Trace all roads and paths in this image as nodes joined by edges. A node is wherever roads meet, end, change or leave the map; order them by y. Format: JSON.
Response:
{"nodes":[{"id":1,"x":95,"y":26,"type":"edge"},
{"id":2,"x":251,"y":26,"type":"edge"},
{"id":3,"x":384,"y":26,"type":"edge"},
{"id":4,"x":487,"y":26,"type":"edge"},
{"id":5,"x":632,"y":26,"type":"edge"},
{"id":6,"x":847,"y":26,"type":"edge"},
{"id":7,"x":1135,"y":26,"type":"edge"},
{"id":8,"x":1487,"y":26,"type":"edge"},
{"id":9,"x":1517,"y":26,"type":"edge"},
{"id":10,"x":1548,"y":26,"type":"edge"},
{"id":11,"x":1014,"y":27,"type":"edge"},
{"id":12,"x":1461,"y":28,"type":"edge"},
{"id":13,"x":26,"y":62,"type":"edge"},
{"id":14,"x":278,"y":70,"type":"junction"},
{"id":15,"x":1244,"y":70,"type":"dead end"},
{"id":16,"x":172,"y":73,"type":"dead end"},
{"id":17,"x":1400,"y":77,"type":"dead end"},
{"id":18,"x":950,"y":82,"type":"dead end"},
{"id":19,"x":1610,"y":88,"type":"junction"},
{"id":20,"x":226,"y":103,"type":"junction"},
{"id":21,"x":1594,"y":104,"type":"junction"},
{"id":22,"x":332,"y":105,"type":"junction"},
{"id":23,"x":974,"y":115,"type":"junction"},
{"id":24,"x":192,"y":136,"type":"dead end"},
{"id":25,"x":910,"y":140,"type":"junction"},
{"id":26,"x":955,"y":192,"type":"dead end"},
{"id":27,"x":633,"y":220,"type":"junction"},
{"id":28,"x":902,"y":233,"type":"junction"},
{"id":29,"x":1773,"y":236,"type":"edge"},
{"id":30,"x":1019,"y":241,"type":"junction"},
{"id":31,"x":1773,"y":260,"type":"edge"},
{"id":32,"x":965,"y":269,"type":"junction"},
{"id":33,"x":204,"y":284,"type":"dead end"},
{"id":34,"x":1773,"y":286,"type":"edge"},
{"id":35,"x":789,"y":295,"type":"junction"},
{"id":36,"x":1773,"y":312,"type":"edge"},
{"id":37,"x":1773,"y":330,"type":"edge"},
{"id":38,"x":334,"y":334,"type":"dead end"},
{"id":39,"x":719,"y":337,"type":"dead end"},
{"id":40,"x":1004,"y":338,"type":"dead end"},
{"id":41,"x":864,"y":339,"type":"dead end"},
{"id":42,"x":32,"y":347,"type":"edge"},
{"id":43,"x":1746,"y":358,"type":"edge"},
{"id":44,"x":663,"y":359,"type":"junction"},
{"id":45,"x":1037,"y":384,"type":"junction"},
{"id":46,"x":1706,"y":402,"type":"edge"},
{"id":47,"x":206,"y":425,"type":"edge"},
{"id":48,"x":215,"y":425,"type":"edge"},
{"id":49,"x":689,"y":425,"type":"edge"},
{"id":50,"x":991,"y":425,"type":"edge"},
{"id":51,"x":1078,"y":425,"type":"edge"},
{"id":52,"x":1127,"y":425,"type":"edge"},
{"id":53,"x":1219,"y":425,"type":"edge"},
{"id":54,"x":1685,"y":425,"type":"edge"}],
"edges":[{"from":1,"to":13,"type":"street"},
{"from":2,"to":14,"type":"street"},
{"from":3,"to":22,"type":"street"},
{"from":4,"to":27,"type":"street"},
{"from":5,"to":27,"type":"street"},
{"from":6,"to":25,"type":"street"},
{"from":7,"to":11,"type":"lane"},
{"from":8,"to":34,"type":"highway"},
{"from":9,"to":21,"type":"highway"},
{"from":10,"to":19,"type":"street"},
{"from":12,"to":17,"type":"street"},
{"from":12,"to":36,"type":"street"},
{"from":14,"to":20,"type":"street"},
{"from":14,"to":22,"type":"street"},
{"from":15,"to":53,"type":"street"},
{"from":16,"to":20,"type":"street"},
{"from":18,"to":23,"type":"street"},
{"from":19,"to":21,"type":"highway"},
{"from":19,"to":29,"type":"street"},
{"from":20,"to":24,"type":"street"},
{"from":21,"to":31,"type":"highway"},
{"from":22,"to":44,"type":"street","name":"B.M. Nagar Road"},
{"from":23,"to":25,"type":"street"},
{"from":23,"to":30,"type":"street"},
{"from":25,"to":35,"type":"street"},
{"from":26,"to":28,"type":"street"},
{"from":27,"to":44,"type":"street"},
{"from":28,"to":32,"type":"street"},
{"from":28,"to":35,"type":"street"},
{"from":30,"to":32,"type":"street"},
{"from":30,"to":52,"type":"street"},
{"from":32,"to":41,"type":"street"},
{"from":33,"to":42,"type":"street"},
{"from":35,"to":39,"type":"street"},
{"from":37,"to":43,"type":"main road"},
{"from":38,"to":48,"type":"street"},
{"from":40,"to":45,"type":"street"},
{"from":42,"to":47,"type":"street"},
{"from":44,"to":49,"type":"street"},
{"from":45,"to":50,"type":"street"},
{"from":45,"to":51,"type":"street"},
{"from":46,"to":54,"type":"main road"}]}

+++

What to work on:
Return the data exactly, every line included.

Task response:
Trace all roads and paths in this image as nodes joined by edges. A node is wherever roads meet, end, change or leave the map; order them by y. Format: JSON.
Response:
{"nodes":[{"id":1,"x":95,"y":26,"type":"edge"},
{"id":2,"x":251,"y":26,"type":"edge"},
{"id":3,"x":384,"y":26,"type":"edge"},
{"id":4,"x":487,"y":26,"type":"edge"},
{"id":5,"x":632,"y":26,"type":"edge"},
{"id":6,"x":847,"y":26,"type":"edge"},
{"id":7,"x":1135,"y":26,"type":"edge"},
{"id":8,"x":1487,"y":26,"type":"edge"},
{"id":9,"x":1517,"y":26,"type":"edge"},
{"id":10,"x":1548,"y":26,"type":"edge"},
{"id":11,"x":1014,"y":27,"type":"edge"},
{"id":12,"x":1461,"y":28,"type":"edge"},
{"id":13,"x":26,"y":62,"type":"edge"},
{"id":14,"x":278,"y":70,"type":"junction"},
{"id":15,"x":1244,"y":70,"type":"dead end"},
{"id":16,"x":172,"y":73,"type":"dead end"},
{"id":17,"x":1400,"y":77,"type":"dead end"},
{"id":18,"x":950,"y":82,"type":"dead end"},
{"id":19,"x":1610,"y":88,"type":"junction"},
{"id":20,"x":226,"y":103,"type":"junction"},
{"id":21,"x":1594,"y":104,"type":"junction"},
{"id":22,"x":332,"y":105,"type":"junction"},
{"id":23,"x":974,"y":115,"type":"junction"},
{"id":24,"x":192,"y":136,"type":"dead end"},
{"id":25,"x":910,"y":140,"type":"junction"},
{"id":26,"x":955,"y":192,"type":"dead end"},
{"id":27,"x":633,"y":220,"type":"junction"},
{"id":28,"x":902,"y":233,"type":"junction"},
{"id":29,"x":1773,"y":236,"type":"edge"},
{"id":30,"x":1019,"y":241,"type":"junction"},
{"id":31,"x":1773,"y":260,"type":"edge"},
{"id":32,"x":965,"y":269,"type":"junction"},
{"id":33,"x":204,"y":284,"type":"dead end"},
{"id":34,"x":1773,"y":286,"type":"edge"},
{"id":35,"x":789,"y":295,"type":"junction"},
{"id":36,"x":1773,"y":312,"type":"edge"},
{"id":37,"x":1773,"y":330,"type":"edge"},
{"id":38,"x":334,"y":334,"type":"dead end"},
{"id":39,"x":719,"y":337,"type":"dead end"},
{"id":40,"x":1004,"y":338,"type":"dead end"},
{"id":41,"x":864,"y":339,"type":"dead end"},
{"id":42,"x":32,"y":347,"type":"edge"},
{"id":43,"x":1746,"y":358,"type":"edge"},
{"id":44,"x":663,"y":359,"type":"junction"},
{"id":45,"x":1037,"y":384,"type":"junction"},
{"id":46,"x":1706,"y":402,"type":"edge"},
{"id":47,"x":206,"y":425,"type":"edge"},
{"id":48,"x":215,"y":425,"type":"edge"},
{"id":49,"x":689,"y":425,"type":"edge"},
{"id":50,"x":991,"y":425,"type":"edge"},
{"id":51,"x":1078,"y":425,"type":"edge"},
{"id":52,"x":1127,"y":425,"type":"edge"},
{"id":53,"x":1219,"y":425,"type":"edge"},
{"id":54,"x":1685,"y":425,"type":"edge"}],
"edges":[{"from":1,"to":13,"type":"street"},
{"from":2,"to":14,"type":"street"},
{"from":3,"to":22,"type":"street"},
{"from":4,"to":27,"type":"street"},
{"from":5,"to":27,"type":"street"},
{"from":6,"to":25,"type":"street"},
{"from":7,"to":11,"type":"lane"},
{"from":8,"to":34,"type":"highway"},
{"from":9,"to":21,"type":"highway"},
{"from":10,"to":19,"type":"street"},
{"from":12,"to":17,"type":"street"},
{"from":12,"to":36,"type":"street"},
{"from":14,"to":20,"type":"street"},
{"from":14,"to":22,"type":"street"},
{"from":15,"to":53,"type":"street"},
{"from":16,"to":20,"type":"street"},
{"from":18,"to":23,"type":"street"},
{"from":19,"to":21,"type":"highway"},
{"from":19,"to":29,"type":"street"},
{"from":20,"to":24,"type":"street"},
{"from":21,"to":31,"type":"highway"},
{"from":22,"to":44,"type":"street","name":"B.M. Nagar Road"},
{"from":23,"to":25,"type":"street"},
{"from":23,"to":30,"type":"street"},
{"from":25,"to":35,"type":"street"},
{"from":26,"to":28,"type":"street"},
{"from":27,"to":44,"type":"street"},
{"from":28,"to":32,"type":"street"},
{"from":28,"to":35,"type":"street"},
{"from":30,"to":32,"type":"street"},
{"from":30,"to":52,"type":"street"},
{"from":32,"to":41,"type":"street"},
{"from":33,"to":42,"type":"street"},
{"from":35,"to":39,"type":"street"},
{"from":37,"to":43,"type":"main road"},
{"from":38,"to":48,"type":"street"},
{"from":40,"to":45,"type":"street"},
{"from":42,"to":47,"type":"street"},
{"from":44,"to":49,"type":"street"},
{"from":45,"to":50,"type":"street"},
{"from":45,"to":51,"type":"street"},
{"from":46,"to":54,"type":"main road"}]}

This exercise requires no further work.